**What the exercise asks**
An exact, complete copy of the entries is what is needed.

Dataset entries
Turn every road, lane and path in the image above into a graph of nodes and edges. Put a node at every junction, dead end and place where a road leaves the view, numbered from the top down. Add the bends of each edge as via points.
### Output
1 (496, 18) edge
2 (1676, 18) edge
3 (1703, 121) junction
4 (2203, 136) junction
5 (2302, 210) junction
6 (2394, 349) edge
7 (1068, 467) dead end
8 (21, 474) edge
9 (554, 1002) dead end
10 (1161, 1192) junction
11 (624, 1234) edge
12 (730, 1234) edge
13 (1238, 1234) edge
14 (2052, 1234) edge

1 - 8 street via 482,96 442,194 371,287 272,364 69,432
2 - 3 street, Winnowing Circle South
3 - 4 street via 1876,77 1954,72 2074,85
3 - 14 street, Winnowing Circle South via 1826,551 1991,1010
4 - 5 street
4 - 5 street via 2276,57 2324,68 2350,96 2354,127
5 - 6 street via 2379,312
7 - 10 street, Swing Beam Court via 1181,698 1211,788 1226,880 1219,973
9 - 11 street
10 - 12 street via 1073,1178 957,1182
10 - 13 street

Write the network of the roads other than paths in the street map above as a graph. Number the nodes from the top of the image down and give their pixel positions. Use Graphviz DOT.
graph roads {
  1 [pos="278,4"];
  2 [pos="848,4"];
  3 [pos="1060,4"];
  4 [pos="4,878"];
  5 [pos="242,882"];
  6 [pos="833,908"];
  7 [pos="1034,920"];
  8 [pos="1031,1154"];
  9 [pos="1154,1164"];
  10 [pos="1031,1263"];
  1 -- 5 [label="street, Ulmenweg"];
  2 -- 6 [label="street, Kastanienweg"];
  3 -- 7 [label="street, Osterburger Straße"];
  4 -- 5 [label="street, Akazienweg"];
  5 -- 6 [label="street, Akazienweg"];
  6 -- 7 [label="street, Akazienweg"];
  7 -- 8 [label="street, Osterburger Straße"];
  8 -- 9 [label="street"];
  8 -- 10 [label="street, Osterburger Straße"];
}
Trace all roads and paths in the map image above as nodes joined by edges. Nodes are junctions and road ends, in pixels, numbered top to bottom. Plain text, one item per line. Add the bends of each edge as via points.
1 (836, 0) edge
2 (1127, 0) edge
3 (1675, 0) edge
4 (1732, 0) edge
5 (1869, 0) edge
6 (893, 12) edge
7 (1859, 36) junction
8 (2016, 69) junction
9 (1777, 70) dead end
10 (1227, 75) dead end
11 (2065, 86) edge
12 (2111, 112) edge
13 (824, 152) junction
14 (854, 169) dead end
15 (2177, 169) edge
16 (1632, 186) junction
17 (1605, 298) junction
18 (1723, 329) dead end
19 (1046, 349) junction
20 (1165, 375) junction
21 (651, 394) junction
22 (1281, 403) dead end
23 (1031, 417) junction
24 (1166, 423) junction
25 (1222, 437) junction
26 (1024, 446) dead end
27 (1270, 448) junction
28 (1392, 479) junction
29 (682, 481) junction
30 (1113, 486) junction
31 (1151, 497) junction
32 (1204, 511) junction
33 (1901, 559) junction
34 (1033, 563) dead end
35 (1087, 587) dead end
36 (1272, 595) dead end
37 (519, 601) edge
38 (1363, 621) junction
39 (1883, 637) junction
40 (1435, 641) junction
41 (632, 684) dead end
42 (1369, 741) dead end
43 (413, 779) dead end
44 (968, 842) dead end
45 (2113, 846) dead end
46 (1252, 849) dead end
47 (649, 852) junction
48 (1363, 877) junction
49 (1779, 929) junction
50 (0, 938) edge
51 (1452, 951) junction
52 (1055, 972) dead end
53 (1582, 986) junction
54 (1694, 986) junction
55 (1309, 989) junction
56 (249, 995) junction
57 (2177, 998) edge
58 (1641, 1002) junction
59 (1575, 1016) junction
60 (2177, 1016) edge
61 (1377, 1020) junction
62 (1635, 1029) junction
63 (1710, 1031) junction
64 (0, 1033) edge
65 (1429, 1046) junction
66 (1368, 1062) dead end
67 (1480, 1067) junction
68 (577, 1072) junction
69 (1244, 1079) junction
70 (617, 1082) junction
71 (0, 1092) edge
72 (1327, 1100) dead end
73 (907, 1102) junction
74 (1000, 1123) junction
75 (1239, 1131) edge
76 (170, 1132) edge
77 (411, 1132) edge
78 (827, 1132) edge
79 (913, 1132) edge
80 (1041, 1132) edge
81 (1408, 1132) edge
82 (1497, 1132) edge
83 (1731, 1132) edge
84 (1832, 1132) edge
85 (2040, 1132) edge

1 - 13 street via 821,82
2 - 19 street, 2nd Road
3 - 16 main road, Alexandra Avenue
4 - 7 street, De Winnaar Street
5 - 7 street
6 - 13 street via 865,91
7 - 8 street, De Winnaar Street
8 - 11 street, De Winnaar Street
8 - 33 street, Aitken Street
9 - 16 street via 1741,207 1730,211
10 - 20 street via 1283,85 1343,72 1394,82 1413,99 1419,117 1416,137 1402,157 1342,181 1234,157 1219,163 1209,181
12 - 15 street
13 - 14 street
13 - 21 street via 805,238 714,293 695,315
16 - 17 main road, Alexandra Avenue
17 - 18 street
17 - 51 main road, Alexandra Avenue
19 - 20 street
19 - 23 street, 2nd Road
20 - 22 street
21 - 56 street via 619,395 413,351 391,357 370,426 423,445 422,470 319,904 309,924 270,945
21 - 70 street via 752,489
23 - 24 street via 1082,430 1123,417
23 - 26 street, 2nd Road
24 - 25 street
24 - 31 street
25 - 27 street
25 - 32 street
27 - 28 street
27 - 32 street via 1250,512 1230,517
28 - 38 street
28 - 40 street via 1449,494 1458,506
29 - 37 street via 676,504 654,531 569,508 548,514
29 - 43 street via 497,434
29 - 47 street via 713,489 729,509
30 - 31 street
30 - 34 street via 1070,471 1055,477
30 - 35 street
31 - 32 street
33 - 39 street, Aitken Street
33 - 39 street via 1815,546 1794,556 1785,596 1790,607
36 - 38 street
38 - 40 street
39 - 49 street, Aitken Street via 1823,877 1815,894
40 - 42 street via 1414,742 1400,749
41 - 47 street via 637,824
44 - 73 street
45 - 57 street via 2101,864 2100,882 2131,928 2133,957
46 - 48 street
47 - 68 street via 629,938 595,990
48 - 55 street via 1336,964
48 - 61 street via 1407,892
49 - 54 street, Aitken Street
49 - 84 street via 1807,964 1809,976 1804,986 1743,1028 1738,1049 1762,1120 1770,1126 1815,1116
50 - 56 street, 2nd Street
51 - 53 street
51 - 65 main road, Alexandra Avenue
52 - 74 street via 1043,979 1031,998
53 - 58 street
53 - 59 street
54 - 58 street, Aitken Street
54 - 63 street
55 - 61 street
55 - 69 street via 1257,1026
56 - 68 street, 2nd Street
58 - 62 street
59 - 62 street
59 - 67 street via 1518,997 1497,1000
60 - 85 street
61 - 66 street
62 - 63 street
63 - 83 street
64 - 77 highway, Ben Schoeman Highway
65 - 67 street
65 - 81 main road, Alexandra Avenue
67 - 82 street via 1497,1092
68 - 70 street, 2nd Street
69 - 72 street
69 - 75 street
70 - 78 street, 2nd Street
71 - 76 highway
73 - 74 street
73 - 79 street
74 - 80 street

**Task solution**
Turn every road, lane and path in the image above into a graph of nodes and edges. Put a node at every junction, dead end and place where a road leaves the view, numbered from the top down. Add the bends of each edge as via points.
### Output
1 (496, 18) edge
2 (1676, 18) edge
3 (1703, 121) junction
4 (2203, 136) junction
5 (2302, 210) junction
6 (2394, 349) edge
7 (1068, 467) dead end
8 (21, 474) edge
9 (554, 1002) dead end
10 (1161, 1192) junction
11 (624, 1234) edge
12 (730, 1234) edge
13 (1238, 1234) edge
14 (2052, 1234) edge

1 - 8 street via 482,96 442,194 371,287 272,364 69,432
2 - 3 street, Winnowing Circle South
3 - 4 street via 1876,77 1954,72 2074,85
3 - 14 street, Winnowing Circle South via 1826,551 1991,1010
4 - 5 street
4 - 5 street via 2276,57 2324,68 2350,96 2354,127
5 - 6 street via 2379,312
7 - 10 street, Swing Beam Court via 1181,698 1211,788 1226,880 1219,973
9 - 11 street
10 - 12 street via 1073,1178 957,1182
10 - 13 street

Write the network of the roads other than paths in the street map above as a graph. Number the nodes from the top of the image down and give their pixel positions. Use Graphviz DOT.
graph roads {
  1 [pos="278,4"];
  2 [pos="848,4"];
  3 [pos="1060,4"];
  4 [pos="4,878"];
  5 [pos="242,882"];
  6 [pos="833,908"];
  7 [pos="1034,920"];
  8 [pos="1031,1154"];
  9 [pos="1154,1164"];
  10 [pos="1031,1263"];
  1 -- 5 [label="street, Ulmenweg"];
  2 -- 6 [label="street, Kastanienweg"];
  3 -- 7 [label="street, Osterburger Straße"];
  4 -- 5 [label="street, Akazienweg"];
  5 -- 6 [label="street, Akazienweg"];
  6 -- 7 [label="street, Akazienweg"];
  7 -- 8 [label="street, Osterburger Straße"];
  8 -- 9 [label="street"];
  8 -- 10 [label="street, Osterburger Straße"];
}
Trace all roads and paths in the map image above as nodes joined by edges. Nodes are junctions and road ends, in pixels, numbered top to bottom. Plain text, one item per line. Add the bends of each edge as via points.
1 (836, 0) edge
2 (1127, 0) edge
3 (1675, 0) edge
4 (1732, 0) edge
5 (1869, 0) edge
6 (893, 12) edge
7 (1859, 36) junction
8 (2016, 69) junction
9 (1777, 70) dead end
10 (1227, 75) dead end
11 (2065, 86) edge
12 (2111, 112) edge
13 (824, 152) junction
14 (854, 169) dead end
15 (2177, 169) edge
16 (1632, 186) junction
17 (1605, 298) junction
18 (1723, 329) dead end
19 (1046, 349) junction
20 (1165, 375) junction
21 (651, 394) junction
22 (1281, 403) dead end
23 (1031, 417) junction
24 (1166, 423) junction
25 (1222, 437) junction
26 (1024, 446) dead end
27 (1270, 448) junction
28 (1392, 479) junction
29 (682, 481) junction
30 (1113, 486) junction
31 (1151, 497) junction
32 (1204, 511) junction
33 (1901, 559) junction
34 (1033, 563) dead end
35 (1087, 587) dead end
36 (1272, 595) dead end
37 (519, 601) edge
38 (1363, 621) junction
39 (1883, 637) junction
40 (1435, 641) junction
41 (632, 684) dead end
42 (1369, 741) dead end
43 (413, 779) dead end
44 (968, 842) dead end
45 (2113, 846) dead end
46 (1252, 849) dead end
47 (649, 852) junction
48 (1363, 877) junction
49 (1779, 929) junction
50 (0, 938) edge
51 (1452, 951) junction
52 (1055, 972) dead end
53 (1582, 986) junction
54 (1694, 986) junction
55 (1309, 989) junction
56 (249, 995) junction
57 (2177, 998) edge
58 (1641, 1002) junction
59 (1575, 1016) junction
60 (2177, 1016) edge
61 (1377, 1020) junction
62 (1635, 1029) junction
63 (1710, 1031) junction
64 (0, 1033) edge
65 (1429, 1046) junction
66 (1368, 1062) dead end
67 (1480, 1067) junction
68 (577, 1072) junction
69 (1244, 1079) junction
70 (617, 1082) junction
71 (0, 1092) edge
72 (1327, 1100) dead end
73 (907, 1102) junction
74 (1000, 1123) junction
75 (1239, 1131) edge
76 (170, 1132) edge
77 (411, 1132) edge
78 (827, 1132) edge
79 (913, 1132) edge
80 (1041, 1132) edge
81 (1408, 1132) edge
82 (1497, 1132) edge
83 (1731, 1132) edge
84 (1832, 1132) edge
85 (2040, 1132) edge

1 - 13 street via 821,82
2 - 19 street, 2nd Road
3 - 16 main road, Alexandra Avenue
4 - 7 street, De Winnaar Street
5 - 7 street
6 - 13 street via 865,91
7 - 8 street, De Winnaar Street
8 - 11 street, De Winnaar Street
8 - 33 street, Aitken Street
9 - 16 street via 1741,207 1730,211
10 - 20 street via 1283,85 1343,72 1394,82 1413,99 1419,117 1416,137 1402,157 1342,181 1234,157 1219,163 1209,181
12 - 15 street
13 - 14 street
13 - 21 street via 805,238 714,293 695,315
16 - 17 main road, Alexandra Avenue
17 - 18 street
17 - 51 main road, Alexandra Avenue
19 - 20 street
19 - 23 street, 2nd Road
20 - 22 street
21 - 56 street via 619,395 413,351 391,357 370,426 423,445 422,470 319,904 309,924 270,945
21 - 70 street via 752,489
23 - 24 street via 1082,430 1123,417
23 - 26 street, 2nd Road
24 - 25 street
24 - 31 street
25 - 27 street
25 - 32 street
27 - 28 street
27 - 32 street via 1250,512 1230,517
28 - 38 street
28 - 40 street via 1449,494 1458,506
29 - 37 street via 676,504 654,531 569,508 548,514
29 - 43 street via 497,434
29 - 47 street via 713,489 729,509
30 - 31 street
30 - 34 street via 1070,471 1055,477
30 - 35 street
31 - 32 street
33 - 39 street, Aitken Street
33 - 39 street via 1815,546 1794,556 1785,596 1790,607
36 - 38 street
38 - 40 street
39 - 49 street, Aitken Street via 1823,877 1815,894
40 - 42 street via 1414,742 1400,749
41 - 47 street via 637,824
44 - 73 street
45 - 57 street via 2101,864 2100,882 2131,928 2133,957
46 - 48 street
47 - 68 street via 629,938 595,990
48 - 55 street via 1336,964
48 - 61 street via 1407,892
49 - 54 street, Aitken Street
49 - 84 street via 1807,964 1809,976 1804,986 1743,1028 1738,1049 1762,1120 1770,1126 1815,1116
50 - 56 street, 2nd Street
51 - 53 street
51 - 65 main road, Alexandra Avenue
52 - 74 street via 1043,979 1031,998
53 - 58 street
53 - 59 street
54 - 58 street, Aitken Street
54 - 63 street
55 - 61 street
55 - 69 street via 1257,1026
56 - 68 street, 2nd Street
58 - 62 street
59 - 62 street
59 - 67 street via 1518,997 1497,1000
60 - 85 street
61 - 66 street
62 - 63 street
63 - 83 street
64 - 77 highway, Ben Schoeman Highway
65 - 67 street
65 - 81 main road, Alexandra Avenue
67 - 82 street via 1497,1092
68 - 70 street, 2nd Street
69 - 72 street
69 - 75 street
70 - 78 street, 2nd Street
71 - 76 highway
73 - 74 street
73 - 79 street
74 - 80 street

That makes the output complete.